Prompt — Copy all lines below that use the word "translate".

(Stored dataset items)

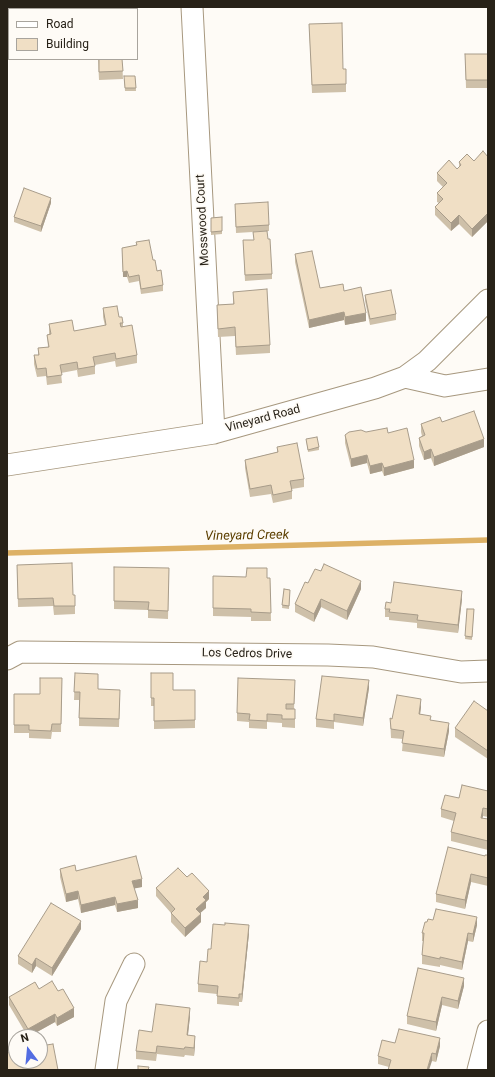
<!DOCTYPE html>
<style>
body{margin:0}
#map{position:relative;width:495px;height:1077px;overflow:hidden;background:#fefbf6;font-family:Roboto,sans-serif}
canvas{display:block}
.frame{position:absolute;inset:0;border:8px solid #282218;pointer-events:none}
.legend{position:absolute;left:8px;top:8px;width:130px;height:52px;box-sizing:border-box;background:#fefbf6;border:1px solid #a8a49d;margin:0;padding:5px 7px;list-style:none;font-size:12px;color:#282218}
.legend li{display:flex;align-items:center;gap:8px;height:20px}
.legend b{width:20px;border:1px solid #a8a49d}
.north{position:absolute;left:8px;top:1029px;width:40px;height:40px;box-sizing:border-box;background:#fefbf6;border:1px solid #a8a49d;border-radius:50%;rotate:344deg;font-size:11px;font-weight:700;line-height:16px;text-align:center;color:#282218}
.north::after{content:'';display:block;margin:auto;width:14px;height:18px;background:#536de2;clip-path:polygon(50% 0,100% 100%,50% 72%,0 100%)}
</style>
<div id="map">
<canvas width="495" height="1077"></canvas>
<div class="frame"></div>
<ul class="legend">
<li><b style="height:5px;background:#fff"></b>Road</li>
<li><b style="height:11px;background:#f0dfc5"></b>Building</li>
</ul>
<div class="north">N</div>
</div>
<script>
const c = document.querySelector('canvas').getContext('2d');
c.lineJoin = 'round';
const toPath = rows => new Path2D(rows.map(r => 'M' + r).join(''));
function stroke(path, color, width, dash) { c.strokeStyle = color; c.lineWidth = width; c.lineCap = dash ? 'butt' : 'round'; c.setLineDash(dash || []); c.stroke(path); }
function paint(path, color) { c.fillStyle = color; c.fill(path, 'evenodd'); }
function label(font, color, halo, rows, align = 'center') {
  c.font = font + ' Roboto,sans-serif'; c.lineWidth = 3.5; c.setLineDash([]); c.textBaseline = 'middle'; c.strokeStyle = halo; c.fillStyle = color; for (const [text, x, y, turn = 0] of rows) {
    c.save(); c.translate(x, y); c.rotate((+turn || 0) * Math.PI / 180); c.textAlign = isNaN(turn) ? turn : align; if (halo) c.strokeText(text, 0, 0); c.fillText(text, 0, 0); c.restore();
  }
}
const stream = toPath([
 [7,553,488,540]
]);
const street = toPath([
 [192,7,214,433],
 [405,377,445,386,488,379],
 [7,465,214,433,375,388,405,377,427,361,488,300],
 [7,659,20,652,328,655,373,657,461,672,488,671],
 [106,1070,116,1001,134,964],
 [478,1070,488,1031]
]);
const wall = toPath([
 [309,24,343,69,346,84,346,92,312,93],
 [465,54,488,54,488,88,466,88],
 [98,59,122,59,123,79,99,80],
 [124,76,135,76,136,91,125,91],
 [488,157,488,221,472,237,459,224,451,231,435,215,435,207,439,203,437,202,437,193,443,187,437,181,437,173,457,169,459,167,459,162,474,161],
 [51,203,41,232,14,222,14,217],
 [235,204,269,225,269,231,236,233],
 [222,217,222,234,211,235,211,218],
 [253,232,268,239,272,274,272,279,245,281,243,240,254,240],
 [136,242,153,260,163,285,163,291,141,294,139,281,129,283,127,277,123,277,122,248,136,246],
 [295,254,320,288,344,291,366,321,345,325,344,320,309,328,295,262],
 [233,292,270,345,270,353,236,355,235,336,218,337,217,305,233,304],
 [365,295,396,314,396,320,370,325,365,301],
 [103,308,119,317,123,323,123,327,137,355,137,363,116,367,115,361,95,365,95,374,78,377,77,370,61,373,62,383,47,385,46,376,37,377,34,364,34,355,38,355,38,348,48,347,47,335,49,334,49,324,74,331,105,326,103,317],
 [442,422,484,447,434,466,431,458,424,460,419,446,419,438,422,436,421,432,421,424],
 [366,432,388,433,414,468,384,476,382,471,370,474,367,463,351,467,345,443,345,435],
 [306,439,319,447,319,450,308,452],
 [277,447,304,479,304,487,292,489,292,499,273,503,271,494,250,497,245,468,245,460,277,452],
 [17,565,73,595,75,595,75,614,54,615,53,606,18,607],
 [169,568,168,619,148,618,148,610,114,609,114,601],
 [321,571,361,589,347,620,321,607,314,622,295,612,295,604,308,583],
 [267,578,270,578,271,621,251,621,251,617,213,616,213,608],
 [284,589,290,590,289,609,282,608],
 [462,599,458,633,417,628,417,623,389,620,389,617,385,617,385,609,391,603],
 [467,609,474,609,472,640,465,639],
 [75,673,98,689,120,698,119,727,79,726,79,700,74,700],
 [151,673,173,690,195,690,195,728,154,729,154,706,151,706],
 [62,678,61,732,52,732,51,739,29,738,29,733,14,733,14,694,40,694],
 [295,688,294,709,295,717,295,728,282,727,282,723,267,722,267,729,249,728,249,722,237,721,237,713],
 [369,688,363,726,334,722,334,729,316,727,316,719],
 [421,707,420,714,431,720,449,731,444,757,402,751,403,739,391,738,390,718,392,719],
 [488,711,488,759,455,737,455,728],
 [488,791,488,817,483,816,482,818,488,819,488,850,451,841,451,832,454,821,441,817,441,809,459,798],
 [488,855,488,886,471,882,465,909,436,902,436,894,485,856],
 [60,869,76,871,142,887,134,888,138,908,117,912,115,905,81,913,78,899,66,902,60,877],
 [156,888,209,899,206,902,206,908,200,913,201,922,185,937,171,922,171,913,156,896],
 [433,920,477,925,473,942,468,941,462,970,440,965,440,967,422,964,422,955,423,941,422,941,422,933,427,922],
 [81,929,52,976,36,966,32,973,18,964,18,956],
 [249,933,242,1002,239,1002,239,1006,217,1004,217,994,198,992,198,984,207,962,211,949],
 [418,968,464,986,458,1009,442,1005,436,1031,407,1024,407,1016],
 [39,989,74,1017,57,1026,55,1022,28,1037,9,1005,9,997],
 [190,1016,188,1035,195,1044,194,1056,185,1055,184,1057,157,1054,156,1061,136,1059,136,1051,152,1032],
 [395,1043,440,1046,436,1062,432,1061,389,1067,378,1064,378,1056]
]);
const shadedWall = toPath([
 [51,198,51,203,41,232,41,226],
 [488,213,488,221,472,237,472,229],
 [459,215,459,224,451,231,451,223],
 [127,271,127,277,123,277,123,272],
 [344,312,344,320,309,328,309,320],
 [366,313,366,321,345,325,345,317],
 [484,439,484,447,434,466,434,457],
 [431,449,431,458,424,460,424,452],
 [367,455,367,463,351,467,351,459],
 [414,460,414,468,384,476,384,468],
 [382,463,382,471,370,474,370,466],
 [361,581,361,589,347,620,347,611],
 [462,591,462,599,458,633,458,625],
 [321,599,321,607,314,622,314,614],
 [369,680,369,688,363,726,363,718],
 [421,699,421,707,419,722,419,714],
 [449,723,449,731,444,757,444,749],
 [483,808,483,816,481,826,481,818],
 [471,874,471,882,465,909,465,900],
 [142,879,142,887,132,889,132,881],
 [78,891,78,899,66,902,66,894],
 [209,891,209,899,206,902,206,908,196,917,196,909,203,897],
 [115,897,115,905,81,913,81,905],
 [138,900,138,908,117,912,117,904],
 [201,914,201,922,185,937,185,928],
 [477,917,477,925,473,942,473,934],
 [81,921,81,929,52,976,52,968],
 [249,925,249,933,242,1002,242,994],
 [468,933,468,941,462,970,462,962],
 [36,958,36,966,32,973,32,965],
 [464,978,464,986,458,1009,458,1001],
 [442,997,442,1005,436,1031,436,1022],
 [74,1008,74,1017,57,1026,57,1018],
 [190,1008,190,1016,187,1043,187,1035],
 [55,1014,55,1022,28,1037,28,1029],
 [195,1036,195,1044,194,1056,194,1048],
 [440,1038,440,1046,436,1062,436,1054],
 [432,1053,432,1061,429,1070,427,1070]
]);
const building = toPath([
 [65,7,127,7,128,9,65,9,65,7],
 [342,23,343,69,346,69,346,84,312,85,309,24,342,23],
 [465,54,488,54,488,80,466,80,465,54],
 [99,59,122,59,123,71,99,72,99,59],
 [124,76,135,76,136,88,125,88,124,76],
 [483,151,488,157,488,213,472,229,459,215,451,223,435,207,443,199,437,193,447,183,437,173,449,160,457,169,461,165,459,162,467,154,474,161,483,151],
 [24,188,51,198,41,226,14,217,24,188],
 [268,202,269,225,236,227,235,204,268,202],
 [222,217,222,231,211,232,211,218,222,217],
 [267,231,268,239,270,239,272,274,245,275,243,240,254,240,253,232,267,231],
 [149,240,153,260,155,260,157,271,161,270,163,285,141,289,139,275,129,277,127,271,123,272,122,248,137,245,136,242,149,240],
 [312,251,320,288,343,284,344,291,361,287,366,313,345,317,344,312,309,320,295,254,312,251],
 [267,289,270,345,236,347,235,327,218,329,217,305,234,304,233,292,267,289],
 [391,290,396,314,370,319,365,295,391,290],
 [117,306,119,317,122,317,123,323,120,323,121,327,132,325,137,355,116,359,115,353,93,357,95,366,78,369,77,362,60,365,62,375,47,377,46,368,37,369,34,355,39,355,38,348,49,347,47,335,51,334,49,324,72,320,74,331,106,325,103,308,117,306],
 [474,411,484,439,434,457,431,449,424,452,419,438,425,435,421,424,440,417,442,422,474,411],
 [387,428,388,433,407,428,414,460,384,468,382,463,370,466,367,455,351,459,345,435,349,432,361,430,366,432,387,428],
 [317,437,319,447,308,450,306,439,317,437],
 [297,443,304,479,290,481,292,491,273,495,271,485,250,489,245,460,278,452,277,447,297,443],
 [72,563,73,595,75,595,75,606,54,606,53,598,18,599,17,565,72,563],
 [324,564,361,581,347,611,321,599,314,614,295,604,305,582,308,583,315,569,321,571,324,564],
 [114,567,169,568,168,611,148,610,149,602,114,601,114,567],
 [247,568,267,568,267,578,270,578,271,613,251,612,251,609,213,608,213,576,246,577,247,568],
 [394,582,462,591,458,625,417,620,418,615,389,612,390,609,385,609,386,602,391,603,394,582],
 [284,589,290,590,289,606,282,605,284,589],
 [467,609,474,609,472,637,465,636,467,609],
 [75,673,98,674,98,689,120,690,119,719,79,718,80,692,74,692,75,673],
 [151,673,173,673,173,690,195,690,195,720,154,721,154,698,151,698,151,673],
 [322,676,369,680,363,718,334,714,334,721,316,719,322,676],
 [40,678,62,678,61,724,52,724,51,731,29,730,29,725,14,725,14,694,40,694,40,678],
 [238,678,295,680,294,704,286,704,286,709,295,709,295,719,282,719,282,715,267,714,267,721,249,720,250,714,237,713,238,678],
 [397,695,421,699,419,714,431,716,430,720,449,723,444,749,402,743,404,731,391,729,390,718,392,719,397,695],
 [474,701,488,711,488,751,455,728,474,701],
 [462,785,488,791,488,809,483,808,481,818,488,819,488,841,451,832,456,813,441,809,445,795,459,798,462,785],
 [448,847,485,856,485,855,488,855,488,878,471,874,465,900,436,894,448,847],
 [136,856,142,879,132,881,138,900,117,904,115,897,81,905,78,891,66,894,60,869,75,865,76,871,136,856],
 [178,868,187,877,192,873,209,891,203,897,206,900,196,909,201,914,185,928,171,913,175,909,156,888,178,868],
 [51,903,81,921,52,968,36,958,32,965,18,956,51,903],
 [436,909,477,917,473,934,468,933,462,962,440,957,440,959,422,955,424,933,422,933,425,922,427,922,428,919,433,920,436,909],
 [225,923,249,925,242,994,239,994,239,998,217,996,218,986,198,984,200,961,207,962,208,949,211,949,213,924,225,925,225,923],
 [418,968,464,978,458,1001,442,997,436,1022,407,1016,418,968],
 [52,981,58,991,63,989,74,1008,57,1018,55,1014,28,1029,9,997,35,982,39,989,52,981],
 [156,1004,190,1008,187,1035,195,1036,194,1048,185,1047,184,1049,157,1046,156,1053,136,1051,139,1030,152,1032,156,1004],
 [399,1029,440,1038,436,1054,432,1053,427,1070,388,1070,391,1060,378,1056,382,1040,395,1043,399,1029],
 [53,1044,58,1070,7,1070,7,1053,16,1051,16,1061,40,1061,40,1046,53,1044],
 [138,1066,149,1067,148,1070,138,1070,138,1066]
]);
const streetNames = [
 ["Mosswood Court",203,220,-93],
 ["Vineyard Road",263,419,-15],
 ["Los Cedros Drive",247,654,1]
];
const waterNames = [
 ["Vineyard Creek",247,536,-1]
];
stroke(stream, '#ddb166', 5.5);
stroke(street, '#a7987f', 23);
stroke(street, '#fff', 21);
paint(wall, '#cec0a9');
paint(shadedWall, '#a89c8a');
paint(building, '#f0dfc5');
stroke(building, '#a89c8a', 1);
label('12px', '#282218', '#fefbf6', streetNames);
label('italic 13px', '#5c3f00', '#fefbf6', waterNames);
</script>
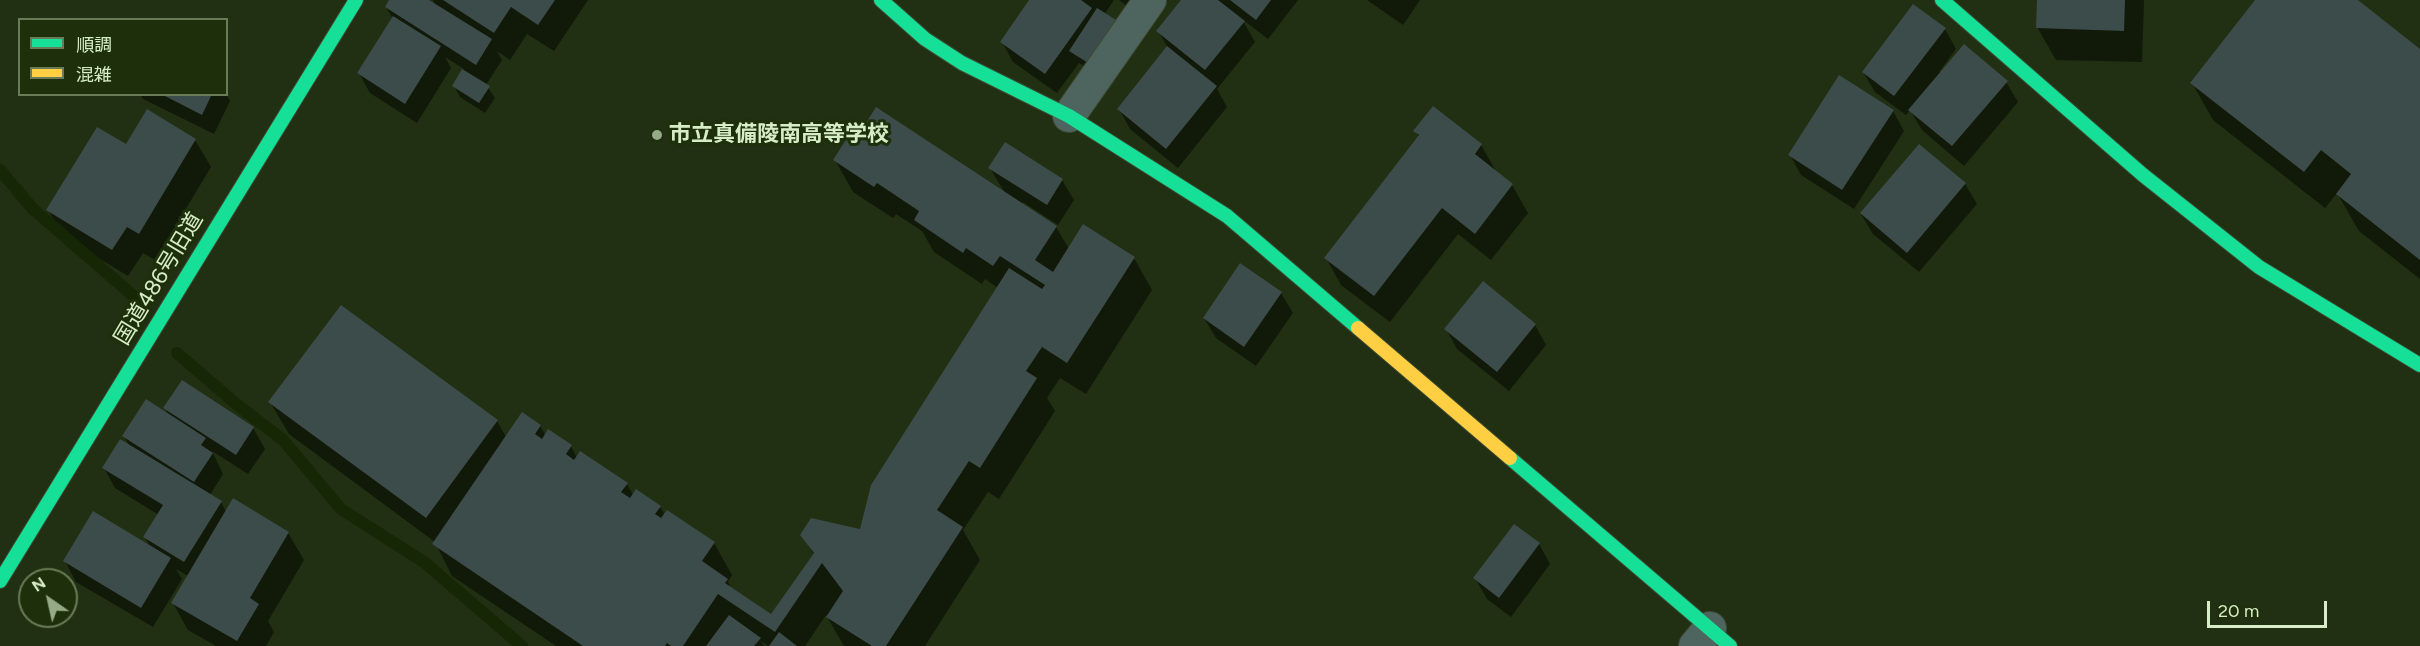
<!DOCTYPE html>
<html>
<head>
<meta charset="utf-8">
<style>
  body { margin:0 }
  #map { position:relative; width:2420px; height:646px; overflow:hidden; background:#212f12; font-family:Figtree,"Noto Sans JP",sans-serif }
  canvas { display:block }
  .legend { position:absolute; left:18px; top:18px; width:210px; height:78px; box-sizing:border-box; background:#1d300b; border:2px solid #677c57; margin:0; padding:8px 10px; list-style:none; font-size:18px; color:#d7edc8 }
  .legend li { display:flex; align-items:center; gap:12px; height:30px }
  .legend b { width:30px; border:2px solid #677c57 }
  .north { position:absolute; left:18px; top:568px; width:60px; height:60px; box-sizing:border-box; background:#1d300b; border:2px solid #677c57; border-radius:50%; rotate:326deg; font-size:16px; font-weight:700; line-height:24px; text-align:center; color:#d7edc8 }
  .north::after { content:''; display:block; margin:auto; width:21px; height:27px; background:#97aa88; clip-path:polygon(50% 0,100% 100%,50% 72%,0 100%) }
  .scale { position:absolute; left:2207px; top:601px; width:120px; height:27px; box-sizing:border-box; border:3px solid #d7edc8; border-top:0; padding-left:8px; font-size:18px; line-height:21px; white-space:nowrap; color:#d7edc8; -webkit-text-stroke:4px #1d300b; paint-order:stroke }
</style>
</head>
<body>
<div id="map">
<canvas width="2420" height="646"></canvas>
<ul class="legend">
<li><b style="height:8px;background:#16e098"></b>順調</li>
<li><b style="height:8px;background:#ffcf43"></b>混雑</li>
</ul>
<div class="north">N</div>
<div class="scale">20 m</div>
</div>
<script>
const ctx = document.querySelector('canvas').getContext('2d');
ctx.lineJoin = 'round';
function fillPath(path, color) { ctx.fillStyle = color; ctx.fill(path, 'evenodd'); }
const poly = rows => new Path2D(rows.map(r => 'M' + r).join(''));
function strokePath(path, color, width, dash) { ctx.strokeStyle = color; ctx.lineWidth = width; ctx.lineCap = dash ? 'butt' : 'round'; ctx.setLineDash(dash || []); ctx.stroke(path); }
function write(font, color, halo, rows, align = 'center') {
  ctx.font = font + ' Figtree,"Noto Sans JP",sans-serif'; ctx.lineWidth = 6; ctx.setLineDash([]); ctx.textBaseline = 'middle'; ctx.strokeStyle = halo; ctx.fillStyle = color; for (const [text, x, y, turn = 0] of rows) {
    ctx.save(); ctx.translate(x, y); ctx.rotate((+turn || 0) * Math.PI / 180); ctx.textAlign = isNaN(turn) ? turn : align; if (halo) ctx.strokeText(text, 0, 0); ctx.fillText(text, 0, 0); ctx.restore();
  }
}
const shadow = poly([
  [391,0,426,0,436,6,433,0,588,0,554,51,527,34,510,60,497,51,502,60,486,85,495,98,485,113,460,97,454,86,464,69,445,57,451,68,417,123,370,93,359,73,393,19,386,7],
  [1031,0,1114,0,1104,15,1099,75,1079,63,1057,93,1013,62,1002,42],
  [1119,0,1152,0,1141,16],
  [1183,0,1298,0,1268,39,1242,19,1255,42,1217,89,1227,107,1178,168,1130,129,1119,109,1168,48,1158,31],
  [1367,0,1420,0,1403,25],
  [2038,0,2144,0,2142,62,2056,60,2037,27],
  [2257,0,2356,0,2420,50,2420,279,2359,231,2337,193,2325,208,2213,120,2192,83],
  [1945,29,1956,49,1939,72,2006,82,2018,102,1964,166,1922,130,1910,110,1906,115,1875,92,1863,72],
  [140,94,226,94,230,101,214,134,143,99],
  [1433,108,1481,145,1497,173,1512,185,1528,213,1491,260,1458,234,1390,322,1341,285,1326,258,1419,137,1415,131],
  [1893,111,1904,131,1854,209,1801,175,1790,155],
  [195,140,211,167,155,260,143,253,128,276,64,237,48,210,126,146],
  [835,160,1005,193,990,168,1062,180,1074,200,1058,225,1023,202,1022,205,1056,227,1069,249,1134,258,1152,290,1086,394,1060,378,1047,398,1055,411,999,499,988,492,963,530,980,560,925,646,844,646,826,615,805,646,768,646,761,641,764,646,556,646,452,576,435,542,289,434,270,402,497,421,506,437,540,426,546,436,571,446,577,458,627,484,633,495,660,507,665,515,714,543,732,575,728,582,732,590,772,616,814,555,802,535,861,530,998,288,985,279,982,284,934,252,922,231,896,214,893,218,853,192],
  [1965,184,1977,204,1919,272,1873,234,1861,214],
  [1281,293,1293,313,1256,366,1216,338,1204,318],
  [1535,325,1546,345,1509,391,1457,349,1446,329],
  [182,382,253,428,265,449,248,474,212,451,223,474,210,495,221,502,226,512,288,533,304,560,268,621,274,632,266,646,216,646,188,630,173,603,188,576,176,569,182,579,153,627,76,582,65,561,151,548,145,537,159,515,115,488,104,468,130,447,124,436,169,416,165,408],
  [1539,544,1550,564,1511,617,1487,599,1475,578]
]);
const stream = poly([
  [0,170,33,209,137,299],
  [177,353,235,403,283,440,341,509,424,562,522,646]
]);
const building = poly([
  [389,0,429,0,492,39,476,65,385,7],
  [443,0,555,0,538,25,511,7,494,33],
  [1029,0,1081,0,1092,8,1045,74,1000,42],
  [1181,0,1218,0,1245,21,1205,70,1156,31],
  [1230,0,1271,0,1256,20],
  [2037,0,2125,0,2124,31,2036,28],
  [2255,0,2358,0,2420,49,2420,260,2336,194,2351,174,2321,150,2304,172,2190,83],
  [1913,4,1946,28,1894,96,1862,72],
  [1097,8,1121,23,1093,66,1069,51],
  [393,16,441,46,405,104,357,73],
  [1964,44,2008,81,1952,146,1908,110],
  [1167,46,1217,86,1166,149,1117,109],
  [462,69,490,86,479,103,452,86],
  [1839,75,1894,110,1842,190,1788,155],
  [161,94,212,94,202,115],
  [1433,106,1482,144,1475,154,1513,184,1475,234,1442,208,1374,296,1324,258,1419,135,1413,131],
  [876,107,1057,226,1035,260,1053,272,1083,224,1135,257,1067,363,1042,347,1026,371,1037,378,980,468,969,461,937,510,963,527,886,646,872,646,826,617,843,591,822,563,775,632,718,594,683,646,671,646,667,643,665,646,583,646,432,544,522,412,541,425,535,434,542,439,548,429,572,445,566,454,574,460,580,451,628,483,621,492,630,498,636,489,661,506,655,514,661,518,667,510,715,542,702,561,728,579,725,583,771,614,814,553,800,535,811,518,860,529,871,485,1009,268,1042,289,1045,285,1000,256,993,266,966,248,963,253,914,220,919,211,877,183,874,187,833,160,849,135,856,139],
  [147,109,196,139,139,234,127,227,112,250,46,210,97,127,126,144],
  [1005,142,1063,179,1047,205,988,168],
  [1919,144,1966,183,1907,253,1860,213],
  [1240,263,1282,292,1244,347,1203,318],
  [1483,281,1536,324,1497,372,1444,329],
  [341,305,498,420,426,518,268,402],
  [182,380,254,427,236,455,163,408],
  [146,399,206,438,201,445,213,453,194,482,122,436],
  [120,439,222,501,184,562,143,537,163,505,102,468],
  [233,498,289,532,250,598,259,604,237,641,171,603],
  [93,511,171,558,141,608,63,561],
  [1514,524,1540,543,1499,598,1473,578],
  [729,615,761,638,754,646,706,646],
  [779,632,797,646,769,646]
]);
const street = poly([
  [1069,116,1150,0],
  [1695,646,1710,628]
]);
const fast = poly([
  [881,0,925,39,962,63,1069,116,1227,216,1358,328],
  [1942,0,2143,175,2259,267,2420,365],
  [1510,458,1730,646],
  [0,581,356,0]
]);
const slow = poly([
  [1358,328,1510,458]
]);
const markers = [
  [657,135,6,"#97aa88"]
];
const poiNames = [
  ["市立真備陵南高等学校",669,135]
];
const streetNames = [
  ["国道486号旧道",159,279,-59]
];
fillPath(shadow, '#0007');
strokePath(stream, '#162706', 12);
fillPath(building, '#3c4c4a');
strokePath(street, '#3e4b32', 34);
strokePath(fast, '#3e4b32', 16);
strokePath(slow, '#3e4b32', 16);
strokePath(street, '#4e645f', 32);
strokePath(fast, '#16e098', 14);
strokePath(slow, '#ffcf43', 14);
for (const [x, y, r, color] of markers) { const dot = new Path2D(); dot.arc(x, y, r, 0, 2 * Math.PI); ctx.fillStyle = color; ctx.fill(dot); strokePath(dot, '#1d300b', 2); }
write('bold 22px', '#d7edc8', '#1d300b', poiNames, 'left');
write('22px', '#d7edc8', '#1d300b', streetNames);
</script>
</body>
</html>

Response to this exercise —
    c.save(); c.translate(x, y); c.rotate((+turn || 0) * Math.PI / 180); c.textAlign = isNaN(turn) ? turn : align; if (halo) c.strokeText(text, 0, 0); c.fillText(text, 0, 0); c.restore();
    ctx.save(); ctx.translate(x, y); ctx.rotate((+turn || 0) * Math.PI / 180); ctx.textAlign = isNaN(turn) ? turn : align; if (halo) ctx.strokeText(text, 0, 0); ctx.fillText(text, 0, 0); ctx.restore();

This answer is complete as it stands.